START INPUT
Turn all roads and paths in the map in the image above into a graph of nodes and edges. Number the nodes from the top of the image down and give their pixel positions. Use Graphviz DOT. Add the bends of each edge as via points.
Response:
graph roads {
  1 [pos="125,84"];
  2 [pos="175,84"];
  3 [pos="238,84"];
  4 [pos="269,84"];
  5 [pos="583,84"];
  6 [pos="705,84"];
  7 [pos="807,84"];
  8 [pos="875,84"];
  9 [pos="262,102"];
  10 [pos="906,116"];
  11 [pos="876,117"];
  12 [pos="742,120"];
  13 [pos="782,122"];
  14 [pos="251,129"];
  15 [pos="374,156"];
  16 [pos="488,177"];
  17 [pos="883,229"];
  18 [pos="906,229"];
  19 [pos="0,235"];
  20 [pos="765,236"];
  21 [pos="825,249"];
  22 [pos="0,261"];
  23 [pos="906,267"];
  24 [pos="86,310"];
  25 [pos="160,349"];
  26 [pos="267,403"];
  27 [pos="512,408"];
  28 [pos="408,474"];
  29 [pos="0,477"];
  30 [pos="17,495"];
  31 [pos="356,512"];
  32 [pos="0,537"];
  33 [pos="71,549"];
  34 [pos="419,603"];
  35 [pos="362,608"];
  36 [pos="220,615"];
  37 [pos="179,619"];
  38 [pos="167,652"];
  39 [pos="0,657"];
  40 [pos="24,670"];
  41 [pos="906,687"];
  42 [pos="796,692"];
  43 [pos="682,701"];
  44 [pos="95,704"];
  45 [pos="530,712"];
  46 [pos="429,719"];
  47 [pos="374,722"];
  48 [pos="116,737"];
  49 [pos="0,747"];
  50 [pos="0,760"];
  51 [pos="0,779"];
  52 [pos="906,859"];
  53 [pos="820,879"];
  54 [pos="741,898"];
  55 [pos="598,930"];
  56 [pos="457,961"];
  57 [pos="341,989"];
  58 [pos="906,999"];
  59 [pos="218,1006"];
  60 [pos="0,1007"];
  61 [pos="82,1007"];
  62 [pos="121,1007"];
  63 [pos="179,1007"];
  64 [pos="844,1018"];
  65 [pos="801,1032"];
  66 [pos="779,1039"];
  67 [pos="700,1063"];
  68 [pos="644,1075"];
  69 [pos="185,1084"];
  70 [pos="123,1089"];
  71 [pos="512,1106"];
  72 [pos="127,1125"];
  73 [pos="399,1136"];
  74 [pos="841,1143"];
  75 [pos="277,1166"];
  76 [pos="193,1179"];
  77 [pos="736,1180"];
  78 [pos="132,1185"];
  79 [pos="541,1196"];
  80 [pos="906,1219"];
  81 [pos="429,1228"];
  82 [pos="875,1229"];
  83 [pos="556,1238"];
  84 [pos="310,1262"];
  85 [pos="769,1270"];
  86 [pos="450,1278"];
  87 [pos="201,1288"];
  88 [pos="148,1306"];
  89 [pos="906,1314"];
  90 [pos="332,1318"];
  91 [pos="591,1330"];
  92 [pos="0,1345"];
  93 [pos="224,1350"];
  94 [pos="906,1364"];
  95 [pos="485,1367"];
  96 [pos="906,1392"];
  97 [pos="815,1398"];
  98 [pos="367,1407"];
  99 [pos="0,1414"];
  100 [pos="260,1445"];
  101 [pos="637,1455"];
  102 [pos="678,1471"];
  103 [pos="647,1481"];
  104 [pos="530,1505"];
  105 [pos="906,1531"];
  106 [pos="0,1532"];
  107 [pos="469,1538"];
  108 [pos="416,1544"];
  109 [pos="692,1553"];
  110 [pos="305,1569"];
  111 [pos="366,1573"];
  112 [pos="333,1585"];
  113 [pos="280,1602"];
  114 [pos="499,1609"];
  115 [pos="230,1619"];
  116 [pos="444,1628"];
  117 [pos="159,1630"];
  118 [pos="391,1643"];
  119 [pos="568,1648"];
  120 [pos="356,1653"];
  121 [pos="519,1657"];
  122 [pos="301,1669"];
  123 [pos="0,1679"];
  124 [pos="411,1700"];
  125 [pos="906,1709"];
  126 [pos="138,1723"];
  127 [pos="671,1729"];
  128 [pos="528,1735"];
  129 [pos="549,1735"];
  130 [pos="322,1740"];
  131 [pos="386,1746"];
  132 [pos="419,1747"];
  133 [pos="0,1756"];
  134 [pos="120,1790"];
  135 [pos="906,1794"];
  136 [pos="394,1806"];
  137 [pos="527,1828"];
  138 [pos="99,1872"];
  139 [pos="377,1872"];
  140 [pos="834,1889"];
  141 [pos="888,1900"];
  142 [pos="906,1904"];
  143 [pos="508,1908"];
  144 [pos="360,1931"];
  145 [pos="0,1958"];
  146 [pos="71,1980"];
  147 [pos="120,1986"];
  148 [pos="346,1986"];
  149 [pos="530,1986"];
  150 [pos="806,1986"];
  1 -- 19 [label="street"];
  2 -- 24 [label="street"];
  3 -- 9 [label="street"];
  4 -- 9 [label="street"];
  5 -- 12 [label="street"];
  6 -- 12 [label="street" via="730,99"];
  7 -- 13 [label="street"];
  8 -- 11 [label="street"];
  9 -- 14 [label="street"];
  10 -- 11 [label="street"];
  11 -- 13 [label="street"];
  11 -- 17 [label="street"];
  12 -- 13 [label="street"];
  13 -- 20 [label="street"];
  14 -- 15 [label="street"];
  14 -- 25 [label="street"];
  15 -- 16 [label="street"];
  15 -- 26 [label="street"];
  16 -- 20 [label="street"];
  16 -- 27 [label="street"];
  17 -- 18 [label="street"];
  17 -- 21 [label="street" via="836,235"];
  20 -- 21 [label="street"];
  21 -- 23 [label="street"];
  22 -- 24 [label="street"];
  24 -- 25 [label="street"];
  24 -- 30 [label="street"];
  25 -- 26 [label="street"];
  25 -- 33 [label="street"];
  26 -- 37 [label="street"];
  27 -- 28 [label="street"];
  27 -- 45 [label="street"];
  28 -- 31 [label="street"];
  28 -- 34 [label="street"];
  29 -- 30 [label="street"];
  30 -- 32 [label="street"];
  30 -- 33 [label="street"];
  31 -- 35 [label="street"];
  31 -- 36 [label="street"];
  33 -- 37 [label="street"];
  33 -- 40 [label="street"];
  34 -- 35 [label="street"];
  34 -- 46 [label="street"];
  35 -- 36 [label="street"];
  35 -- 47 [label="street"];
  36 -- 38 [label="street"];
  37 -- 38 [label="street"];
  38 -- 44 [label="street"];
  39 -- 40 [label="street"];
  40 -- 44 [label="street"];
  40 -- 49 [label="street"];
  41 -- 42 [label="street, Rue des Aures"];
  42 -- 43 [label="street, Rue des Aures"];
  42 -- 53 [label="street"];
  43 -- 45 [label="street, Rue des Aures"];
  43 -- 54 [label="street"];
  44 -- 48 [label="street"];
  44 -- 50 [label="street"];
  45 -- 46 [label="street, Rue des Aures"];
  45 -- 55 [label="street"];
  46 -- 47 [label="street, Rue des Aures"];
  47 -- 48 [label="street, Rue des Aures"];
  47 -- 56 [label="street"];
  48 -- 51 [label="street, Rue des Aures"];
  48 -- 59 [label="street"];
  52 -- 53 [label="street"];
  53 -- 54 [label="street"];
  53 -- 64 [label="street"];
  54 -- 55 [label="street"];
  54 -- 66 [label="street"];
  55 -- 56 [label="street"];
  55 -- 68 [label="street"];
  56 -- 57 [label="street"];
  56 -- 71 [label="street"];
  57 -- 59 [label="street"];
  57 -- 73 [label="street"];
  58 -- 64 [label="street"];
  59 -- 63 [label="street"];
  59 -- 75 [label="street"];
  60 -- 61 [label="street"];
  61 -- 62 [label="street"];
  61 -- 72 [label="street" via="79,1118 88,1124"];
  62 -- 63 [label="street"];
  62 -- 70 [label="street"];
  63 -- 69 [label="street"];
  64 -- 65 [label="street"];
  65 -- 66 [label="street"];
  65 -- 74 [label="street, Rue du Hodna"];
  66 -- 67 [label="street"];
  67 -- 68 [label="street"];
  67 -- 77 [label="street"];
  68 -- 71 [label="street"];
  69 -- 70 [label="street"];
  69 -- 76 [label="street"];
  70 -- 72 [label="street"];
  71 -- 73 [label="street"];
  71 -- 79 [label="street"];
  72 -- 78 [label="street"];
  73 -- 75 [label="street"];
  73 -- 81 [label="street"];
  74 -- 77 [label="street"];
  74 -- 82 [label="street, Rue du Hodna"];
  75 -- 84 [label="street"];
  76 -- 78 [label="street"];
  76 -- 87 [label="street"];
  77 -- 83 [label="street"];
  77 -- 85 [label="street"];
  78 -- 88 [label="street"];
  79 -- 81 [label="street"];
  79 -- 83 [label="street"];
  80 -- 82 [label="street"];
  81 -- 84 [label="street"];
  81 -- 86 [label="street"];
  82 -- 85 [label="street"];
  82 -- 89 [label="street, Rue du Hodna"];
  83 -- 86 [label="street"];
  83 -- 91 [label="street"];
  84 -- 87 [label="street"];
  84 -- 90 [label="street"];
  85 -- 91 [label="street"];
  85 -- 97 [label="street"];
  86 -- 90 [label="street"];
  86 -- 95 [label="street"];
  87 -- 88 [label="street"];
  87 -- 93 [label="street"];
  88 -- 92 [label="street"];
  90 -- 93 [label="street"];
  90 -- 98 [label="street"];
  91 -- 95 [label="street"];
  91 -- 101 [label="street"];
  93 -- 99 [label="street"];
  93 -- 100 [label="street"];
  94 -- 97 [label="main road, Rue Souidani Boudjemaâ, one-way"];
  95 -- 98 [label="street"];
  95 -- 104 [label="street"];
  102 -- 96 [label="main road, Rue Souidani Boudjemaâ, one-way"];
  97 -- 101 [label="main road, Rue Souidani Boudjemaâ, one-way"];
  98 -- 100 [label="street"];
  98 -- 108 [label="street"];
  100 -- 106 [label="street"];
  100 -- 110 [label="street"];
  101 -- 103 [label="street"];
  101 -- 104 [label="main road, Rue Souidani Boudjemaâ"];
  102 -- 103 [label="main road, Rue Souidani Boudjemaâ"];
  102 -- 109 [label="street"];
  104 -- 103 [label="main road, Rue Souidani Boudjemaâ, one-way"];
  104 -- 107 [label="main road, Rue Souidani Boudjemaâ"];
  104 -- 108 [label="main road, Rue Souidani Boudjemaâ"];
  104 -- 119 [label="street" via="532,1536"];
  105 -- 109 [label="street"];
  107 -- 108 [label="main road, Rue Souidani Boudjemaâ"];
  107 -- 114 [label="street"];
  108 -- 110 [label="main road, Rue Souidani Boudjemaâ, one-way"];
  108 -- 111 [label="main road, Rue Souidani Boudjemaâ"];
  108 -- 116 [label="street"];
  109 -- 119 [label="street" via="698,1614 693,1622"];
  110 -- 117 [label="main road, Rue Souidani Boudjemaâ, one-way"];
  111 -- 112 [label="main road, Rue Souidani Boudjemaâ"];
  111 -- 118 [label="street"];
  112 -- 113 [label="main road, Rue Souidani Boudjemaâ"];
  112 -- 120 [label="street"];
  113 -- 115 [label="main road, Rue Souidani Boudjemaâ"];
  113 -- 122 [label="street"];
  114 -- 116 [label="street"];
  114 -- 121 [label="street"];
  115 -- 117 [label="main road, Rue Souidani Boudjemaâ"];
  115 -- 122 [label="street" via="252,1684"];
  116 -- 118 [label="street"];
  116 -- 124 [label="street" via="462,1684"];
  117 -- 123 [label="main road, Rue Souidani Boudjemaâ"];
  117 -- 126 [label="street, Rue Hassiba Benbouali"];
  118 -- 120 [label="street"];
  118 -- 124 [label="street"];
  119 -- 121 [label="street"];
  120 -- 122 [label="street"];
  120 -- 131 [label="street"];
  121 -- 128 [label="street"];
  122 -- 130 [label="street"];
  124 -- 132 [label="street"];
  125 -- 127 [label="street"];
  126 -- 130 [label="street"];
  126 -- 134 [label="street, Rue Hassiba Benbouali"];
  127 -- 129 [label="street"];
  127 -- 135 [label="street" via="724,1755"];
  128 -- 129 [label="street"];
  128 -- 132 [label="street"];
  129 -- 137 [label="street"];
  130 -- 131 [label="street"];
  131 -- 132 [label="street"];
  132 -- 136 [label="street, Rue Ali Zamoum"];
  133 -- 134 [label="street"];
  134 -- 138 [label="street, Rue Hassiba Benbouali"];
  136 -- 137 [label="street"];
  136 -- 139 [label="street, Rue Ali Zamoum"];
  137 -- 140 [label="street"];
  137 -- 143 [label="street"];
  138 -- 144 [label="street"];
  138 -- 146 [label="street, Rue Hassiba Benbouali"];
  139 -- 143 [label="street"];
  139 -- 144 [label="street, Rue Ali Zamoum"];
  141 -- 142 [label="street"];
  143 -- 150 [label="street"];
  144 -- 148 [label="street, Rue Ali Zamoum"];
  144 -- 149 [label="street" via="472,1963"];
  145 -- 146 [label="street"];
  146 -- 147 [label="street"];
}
END INPUT
YOUR ASSIGNMENT | Pull out all lines in the data above that include "Hassiba".

SOLUTION |
  117 -- 126 [label="street, Rue Hassiba Benbouali"];
  126 -- 134 [label="street, Rue Hassiba Benbouali"];
  134 -- 138 [label="street, Rue Hassiba Benbouali"];
  138 -- 146 [label="street, Rue Hassiba Benbouali"];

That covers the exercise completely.